Why is this important?
Recall the fundamental OLS IID assumption which implies that the error terms have constant variance and are uncorrelated. When this assumption is violated:
- OLS estimators are no longer efficient.
- The estimated covariance matrix of the coefficients will be inconsistent.
- Standard inferences will be incorrect.
Unfortunately, many real-world cross-sectional, panel data, and time series datasets do violate this fundamental assumption.
FGLS allows for a more accurate modeling of complex and realistic data structures by accommodating the heteroscedasticity and autocorrelation in the error terms.
How Does FGLS Work?
FGLS uses a weighting matrix that captures the structure of the variance-covariance matrix of the errors.
This allows FGLS to:
- Give more weight to observations with smaller variances.
- Account for correlations.
- Provide more efficient and unbiased estimates in the presence of non-constant variance and serial correlation.

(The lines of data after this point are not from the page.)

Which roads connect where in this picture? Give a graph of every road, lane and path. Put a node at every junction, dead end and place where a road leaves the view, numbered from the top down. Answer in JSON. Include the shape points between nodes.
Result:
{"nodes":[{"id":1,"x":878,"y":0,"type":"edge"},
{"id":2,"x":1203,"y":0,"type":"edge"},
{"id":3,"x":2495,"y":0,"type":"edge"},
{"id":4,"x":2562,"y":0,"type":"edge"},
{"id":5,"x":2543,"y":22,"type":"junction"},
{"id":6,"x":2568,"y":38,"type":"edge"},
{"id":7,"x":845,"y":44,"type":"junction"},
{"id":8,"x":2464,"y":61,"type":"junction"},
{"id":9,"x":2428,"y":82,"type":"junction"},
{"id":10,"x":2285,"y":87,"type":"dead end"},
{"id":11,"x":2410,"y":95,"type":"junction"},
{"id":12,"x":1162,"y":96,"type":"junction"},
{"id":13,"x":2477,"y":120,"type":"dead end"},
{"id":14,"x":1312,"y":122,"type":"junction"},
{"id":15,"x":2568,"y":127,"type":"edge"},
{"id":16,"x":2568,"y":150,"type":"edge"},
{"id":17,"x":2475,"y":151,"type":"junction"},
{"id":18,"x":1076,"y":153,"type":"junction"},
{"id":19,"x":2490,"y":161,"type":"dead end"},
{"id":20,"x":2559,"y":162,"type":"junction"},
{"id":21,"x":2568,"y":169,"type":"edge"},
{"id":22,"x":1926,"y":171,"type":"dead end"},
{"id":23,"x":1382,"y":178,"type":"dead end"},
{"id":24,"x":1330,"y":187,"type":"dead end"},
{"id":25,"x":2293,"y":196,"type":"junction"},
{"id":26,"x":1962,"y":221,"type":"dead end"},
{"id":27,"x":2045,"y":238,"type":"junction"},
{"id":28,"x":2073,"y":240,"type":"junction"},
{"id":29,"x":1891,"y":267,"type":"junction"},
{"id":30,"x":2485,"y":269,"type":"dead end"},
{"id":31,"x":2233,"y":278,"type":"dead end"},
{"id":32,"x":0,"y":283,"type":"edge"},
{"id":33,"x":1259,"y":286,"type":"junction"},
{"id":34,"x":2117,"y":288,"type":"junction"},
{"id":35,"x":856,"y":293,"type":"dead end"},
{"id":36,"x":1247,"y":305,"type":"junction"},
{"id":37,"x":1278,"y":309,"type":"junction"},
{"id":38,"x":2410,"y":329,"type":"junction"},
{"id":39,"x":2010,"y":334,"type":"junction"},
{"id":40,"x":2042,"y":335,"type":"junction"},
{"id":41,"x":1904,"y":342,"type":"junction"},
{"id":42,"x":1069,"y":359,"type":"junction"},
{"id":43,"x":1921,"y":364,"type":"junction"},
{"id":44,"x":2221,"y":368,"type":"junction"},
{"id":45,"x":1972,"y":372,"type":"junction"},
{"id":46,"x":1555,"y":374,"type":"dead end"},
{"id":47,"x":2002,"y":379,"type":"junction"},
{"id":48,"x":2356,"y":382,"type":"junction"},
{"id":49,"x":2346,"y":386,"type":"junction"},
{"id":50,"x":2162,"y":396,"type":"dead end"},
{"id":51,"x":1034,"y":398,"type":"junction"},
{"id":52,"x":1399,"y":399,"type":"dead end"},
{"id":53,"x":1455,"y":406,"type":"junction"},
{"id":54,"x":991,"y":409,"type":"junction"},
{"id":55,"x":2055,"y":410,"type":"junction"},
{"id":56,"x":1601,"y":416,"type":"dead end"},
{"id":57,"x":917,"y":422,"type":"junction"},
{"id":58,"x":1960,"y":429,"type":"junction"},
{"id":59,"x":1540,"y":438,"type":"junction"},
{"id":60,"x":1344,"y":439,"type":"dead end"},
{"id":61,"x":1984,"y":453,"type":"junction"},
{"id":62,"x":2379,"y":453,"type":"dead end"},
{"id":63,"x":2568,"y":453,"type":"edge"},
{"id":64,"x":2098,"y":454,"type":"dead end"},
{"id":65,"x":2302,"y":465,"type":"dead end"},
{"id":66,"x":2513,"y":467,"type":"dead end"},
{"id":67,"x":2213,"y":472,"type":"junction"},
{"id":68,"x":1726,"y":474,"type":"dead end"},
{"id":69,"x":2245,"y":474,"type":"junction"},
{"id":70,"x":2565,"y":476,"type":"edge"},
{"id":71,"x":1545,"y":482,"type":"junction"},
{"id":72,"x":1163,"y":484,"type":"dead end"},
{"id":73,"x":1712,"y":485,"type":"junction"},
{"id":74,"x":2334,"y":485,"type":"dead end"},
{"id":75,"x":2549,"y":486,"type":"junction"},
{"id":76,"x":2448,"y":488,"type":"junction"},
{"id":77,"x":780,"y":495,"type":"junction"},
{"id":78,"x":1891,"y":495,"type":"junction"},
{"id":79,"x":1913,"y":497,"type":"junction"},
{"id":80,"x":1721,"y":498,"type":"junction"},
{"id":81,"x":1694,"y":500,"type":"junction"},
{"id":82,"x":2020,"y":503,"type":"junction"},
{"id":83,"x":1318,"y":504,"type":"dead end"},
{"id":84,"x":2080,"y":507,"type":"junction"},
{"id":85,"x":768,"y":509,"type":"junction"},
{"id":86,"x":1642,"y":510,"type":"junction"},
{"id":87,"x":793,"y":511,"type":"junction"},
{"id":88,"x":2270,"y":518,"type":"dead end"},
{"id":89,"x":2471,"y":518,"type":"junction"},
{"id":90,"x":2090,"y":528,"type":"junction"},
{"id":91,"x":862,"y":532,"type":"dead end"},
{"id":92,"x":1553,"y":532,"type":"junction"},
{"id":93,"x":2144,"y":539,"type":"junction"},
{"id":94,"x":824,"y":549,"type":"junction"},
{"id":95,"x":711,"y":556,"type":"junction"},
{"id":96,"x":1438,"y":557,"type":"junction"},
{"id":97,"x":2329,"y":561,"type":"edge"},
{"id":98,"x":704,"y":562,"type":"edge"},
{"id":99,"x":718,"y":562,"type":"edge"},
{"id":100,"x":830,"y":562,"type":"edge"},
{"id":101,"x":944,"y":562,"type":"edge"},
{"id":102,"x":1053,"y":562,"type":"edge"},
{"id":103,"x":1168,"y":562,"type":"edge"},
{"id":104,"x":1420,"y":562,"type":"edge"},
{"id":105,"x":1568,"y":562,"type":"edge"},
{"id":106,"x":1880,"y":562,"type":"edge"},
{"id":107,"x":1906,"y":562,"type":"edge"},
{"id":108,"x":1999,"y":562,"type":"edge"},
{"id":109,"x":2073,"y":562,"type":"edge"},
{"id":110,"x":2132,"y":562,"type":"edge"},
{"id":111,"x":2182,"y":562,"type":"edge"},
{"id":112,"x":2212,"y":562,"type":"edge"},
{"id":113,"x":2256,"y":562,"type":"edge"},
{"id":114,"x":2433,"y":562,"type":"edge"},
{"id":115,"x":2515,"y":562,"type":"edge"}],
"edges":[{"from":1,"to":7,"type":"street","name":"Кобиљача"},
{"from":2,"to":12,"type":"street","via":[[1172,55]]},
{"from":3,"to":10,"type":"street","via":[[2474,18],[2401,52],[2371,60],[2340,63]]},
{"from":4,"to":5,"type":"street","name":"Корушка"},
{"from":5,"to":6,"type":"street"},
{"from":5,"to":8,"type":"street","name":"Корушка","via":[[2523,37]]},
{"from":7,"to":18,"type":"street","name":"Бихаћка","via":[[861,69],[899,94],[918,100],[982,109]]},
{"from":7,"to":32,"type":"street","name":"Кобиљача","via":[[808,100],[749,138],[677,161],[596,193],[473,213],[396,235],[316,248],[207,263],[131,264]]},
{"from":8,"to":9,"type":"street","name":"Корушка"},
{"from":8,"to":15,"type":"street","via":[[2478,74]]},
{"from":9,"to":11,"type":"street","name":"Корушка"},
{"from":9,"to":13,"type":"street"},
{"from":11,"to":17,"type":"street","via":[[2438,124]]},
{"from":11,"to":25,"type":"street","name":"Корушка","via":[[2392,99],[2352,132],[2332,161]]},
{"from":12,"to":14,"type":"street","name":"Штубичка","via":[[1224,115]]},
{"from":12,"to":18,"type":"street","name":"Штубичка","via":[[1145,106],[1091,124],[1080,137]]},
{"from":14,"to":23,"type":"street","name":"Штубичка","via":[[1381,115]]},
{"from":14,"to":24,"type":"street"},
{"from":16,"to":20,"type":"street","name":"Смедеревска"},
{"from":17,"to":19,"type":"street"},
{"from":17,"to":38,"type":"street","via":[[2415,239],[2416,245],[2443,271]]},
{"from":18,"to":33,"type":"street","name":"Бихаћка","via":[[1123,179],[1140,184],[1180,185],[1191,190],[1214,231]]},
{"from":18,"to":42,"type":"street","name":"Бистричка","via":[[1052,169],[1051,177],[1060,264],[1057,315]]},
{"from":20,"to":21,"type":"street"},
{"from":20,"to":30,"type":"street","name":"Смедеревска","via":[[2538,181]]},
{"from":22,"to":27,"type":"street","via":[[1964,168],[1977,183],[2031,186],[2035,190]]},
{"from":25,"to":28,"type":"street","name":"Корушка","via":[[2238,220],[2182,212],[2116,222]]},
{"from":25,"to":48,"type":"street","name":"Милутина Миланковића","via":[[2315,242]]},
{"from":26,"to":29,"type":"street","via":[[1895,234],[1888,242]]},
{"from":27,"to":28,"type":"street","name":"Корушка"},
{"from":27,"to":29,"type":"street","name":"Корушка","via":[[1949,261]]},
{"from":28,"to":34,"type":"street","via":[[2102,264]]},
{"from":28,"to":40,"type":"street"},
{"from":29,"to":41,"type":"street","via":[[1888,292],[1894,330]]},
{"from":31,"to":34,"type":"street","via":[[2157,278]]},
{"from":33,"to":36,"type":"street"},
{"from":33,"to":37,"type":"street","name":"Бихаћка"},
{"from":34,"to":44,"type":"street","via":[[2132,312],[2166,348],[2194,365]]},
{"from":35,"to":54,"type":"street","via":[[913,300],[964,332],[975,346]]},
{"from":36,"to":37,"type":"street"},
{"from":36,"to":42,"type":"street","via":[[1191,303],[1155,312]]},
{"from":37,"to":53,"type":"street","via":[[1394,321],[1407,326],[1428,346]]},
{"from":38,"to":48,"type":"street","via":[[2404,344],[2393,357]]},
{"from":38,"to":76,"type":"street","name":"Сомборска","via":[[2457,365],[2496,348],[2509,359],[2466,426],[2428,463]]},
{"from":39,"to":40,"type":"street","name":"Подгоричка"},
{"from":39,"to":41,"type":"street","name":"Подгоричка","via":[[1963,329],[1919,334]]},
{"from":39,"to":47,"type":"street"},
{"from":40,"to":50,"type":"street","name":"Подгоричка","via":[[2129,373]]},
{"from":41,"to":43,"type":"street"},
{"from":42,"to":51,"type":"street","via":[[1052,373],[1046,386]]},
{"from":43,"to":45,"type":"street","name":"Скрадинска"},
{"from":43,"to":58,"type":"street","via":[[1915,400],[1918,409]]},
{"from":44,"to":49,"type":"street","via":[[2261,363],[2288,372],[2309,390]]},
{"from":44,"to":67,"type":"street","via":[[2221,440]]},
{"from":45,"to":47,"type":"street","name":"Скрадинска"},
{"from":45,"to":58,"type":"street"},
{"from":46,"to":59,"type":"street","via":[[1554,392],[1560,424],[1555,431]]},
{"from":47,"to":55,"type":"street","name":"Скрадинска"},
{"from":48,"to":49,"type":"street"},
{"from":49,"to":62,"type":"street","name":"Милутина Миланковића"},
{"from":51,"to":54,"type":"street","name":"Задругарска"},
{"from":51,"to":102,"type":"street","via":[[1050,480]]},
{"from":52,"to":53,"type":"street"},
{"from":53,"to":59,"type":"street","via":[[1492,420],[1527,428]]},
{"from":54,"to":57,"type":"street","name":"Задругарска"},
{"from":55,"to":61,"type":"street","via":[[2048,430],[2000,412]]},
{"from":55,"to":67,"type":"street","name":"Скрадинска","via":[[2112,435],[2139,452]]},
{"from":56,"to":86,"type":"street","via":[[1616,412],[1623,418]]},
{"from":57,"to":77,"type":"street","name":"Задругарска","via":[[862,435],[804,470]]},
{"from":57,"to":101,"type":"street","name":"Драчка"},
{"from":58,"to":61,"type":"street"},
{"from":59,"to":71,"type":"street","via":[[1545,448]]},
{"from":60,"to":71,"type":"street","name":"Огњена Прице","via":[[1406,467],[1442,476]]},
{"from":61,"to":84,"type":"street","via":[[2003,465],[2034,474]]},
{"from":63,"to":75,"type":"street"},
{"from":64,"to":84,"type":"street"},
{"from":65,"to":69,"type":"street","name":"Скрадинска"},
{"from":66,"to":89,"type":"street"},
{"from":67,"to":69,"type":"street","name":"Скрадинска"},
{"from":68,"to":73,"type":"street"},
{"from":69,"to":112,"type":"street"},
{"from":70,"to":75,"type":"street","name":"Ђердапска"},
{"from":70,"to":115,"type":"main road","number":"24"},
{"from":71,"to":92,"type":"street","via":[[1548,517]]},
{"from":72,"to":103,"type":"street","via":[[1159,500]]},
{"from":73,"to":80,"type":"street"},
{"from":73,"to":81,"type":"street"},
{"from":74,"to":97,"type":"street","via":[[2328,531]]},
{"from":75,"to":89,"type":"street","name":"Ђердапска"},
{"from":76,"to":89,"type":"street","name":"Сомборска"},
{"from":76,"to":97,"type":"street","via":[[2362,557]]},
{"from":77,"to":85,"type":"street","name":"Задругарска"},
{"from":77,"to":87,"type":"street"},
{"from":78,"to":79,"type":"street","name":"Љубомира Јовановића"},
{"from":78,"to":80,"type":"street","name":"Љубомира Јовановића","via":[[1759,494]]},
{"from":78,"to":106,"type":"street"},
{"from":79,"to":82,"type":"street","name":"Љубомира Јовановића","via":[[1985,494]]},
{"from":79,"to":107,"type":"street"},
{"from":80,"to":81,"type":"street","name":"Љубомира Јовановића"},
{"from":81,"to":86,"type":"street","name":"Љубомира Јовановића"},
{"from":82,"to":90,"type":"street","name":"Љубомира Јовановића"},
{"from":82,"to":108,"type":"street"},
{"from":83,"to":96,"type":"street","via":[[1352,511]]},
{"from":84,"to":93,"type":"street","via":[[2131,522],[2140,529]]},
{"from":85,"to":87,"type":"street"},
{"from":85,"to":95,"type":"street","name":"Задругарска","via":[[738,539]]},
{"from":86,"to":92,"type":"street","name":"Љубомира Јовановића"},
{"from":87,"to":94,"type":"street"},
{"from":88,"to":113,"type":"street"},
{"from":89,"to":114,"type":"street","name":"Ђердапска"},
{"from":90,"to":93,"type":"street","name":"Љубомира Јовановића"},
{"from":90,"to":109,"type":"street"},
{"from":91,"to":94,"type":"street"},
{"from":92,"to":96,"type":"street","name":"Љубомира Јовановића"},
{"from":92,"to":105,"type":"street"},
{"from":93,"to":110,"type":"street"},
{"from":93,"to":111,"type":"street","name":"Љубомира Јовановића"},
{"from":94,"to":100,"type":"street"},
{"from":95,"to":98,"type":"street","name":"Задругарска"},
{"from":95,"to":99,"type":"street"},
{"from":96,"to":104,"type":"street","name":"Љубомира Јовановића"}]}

The method uses a relatively simple iterative process:
- Pick a method for estimating the covariance matrix based on believed data structure.
- Make initial OLS parameter estimates.
- Use the OLS residuals and the chosen method to estimate an initial covariance matrix.
- Compute FGLS estimates using the estimated covariance matrix for weighting.
- Calculate residuals and refine the weighting matrix.
- Repeat steps 3, 4, and 5 until convergence.
How Do I Know If I Should Use FGLS?
We've already noted that you should use FGLS when you encounter heteroscedasticity and/or autocorrelation. It's easy to say this but how do you identify when this is the case?
There are a number of tools that can help.
|
||
---|---|---|
Tool | Description | Used to Identify |
Scatter plots |
| Heteroscedasticity and autocorrelation. |
Residual plot |
| Heteroscedasticity and autocorrelation. |
Histogram of residuals | Plot a histogram of the residuals. If the histogram is skewed or has unequal spread, it could suggest heteroscedasticity or non-normal distribution. | Heteroscedasticity. |
Durbin-Watson statistic | The Durbin-Watson statistic tests for first-order autocorrelation in the residuals. The test statistic ranges from 0 to 4, with values around 2 indicating no autocorrelation. | Autocorrelation. |
Breusch-Pagan test | The Breusch-Pagan test considers the null hypothesis of homoscedasticity against the alternative of heteroscedasticity. | Heteroscedasticity. |
Breusch-Godfrey test | The Breusch-Godfrey test extends the Durbin-Watson test to higher-order autocorrelation. The test assesses whether larger lags of residuals and independent variables help explain the current residuals. | Autocorrelation. |
White test | Similar to the Breusch-Pagan test, the White test considers the null hypothesis of homoscedasticity. | Heteroscedasticity. |
Example One: US Consumer Price Index (CPI)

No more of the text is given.